*** Opening of Excerpted data ***

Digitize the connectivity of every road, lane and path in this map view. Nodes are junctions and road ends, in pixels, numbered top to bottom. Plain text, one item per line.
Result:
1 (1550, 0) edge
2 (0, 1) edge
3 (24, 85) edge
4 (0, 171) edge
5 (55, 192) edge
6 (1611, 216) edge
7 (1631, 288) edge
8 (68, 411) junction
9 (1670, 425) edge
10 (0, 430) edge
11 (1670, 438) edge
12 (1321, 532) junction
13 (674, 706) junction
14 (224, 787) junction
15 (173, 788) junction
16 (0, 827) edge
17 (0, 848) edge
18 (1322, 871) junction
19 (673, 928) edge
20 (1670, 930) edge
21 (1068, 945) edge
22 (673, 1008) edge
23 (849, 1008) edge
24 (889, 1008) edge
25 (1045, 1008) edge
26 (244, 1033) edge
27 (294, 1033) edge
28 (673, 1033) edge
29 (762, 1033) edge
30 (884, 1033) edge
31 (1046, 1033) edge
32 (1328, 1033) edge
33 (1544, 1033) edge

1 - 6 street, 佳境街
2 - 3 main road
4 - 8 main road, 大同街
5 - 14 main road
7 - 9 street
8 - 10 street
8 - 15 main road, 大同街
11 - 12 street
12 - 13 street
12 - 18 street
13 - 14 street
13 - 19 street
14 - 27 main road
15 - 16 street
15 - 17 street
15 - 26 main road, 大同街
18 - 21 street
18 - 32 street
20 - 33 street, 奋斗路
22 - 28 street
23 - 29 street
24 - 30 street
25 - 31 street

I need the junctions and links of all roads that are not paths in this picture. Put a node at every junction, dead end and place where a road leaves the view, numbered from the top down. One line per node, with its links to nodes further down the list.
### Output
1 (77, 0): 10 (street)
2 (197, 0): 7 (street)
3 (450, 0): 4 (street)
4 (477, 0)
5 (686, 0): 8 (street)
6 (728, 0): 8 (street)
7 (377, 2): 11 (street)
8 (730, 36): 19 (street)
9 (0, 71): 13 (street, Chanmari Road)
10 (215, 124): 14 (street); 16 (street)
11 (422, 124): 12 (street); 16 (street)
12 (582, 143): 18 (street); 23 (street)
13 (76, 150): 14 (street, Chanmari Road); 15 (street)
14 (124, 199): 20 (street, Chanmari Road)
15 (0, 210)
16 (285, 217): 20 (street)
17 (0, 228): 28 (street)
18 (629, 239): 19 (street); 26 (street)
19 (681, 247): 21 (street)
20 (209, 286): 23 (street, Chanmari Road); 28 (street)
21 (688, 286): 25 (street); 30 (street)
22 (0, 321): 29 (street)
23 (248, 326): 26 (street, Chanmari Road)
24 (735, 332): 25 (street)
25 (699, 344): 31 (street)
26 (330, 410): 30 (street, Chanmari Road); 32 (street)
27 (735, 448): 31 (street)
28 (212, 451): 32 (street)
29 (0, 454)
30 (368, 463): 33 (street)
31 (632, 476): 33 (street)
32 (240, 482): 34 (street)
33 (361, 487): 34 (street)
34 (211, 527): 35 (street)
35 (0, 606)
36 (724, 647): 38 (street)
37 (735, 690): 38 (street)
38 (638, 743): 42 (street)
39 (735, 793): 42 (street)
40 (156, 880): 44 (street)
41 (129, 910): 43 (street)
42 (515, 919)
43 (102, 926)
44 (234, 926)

*** Close of Excerpted data ***

● **Your assignment**
All lines holding the word "main" must be copied from the data.

● **Answer for the task**
2 - 3 main road
4 - 8 main road, 大同街
5 - 14 main road
8 - 15 main road, 大同街
14 - 27 main road
15 - 26 main road, 大同街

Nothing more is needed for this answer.